* _Task_: Please retype every entry below, keeping it exactly the same.

* _Data to process_:
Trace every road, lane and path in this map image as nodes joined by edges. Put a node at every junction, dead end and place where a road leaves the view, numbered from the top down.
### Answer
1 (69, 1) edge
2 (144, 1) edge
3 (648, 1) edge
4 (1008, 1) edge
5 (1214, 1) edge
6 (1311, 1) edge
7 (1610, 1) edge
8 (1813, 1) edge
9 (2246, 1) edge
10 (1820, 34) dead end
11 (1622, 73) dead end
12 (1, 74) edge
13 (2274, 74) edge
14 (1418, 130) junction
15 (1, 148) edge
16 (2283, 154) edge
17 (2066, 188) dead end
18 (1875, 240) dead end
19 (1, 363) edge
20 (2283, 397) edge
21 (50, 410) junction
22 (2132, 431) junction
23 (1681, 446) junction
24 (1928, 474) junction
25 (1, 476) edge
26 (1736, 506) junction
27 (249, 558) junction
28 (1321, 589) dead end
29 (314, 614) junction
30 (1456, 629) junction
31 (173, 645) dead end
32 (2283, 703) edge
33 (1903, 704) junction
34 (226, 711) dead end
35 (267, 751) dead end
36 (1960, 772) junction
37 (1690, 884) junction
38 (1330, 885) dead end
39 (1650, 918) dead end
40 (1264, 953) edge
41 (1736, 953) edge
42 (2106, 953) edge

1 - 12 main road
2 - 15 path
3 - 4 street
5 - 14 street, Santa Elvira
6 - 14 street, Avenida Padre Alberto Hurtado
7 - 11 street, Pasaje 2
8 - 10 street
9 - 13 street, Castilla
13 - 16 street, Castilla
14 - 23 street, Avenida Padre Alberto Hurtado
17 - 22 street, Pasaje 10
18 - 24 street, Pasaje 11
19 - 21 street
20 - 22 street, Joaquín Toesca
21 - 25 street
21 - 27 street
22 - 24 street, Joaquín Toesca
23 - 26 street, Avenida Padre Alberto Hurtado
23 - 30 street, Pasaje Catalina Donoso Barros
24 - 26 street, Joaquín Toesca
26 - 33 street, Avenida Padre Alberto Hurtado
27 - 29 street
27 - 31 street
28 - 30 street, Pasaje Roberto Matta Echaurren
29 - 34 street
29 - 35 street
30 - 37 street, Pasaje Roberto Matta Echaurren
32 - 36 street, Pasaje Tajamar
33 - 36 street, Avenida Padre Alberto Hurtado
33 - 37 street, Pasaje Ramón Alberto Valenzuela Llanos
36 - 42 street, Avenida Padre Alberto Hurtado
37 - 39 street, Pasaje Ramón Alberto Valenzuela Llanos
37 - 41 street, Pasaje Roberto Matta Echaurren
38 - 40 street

* _Reply to the task_:
Trace every road, lane and path in this map image as nodes joined by edges. Put a node at every junction, dead end and place where a road leaves the view, numbered from the top down.
### Answer
1 (69, 1) edge
2 (144, 1) edge
3 (648, 1) edge
4 (1008, 1) edge
5 (1214, 1) edge
6 (1311, 1) edge
7 (1610, 1) edge
8 (1813, 1) edge
9 (2246, 1) edge
10 (1820, 34) dead end
11 (1622, 73) dead end
12 (1, 74) edge
13 (2274, 74) edge
14 (1418, 130) junction
15 (1, 148) edge
16 (2283, 154) edge
17 (2066, 188) dead end
18 (1875, 240) dead end
19 (1, 363) edge
20 (2283, 397) edge
21 (50, 410) junction
22 (2132, 431) junction
23 (1681, 446) junction
24 (1928, 474) junction
25 (1, 476) edge
26 (1736, 506) junction
27 (249, 558) junction
28 (1321, 589) dead end
29 (314, 614) junction
30 (1456, 629) junction
31 (173, 645) dead end
32 (2283, 703) edge
33 (1903, 704) junction
34 (226, 711) dead end
35 (267, 751) dead end
36 (1960, 772) junction
37 (1690, 884) junction
38 (1330, 885) dead end
39 (1650, 918) dead end
40 (1264, 953) edge
41 (1736, 953) edge
42 (2106, 953) edge

1 - 12 main road
2 - 15 path
3 - 4 street
5 - 14 street, Santa Elvira
6 - 14 street, Avenida Padre Alberto Hurtado
7 - 11 street, Pasaje 2
8 - 10 street
9 - 13 street, Castilla
13 - 16 street, Castilla
14 - 23 street, Avenida Padre Alberto Hurtado
17 - 22 street, Pasaje 10
18 - 24 street, Pasaje 11
19 - 21 street
20 - 22 street, Joaquín Toesca
21 - 25 street
21 - 27 street
22 - 24 street, Joaquín Toesca
23 - 26 street, Avenida Padre Alberto Hurtado
23 - 30 street, Pasaje Catalina Donoso Barros
24 - 26 street, Joaquín Toesca
26 - 33 street, Avenida Padre Alberto Hurtado
27 - 29 street
27 - 31 street
28 - 30 street, Pasaje Roberto Matta Echaurren
29 - 34 street
29 - 35 street
30 - 37 street, Pasaje Roberto Matta Echaurren
32 - 36 street, Pasaje Tajamar
33 - 36 street, Avenida Padre Alberto Hurtado
33 - 37 street, Pasaje Ramón Alberto Valenzuela Llanos
36 - 42 street, Avenida Padre Alberto Hurtado
37 - 39 street, Pasaje Ramón Alberto Valenzuela Llanos
37 - 41 street, Pasaje Roberto Matta Echaurren
38 - 40 street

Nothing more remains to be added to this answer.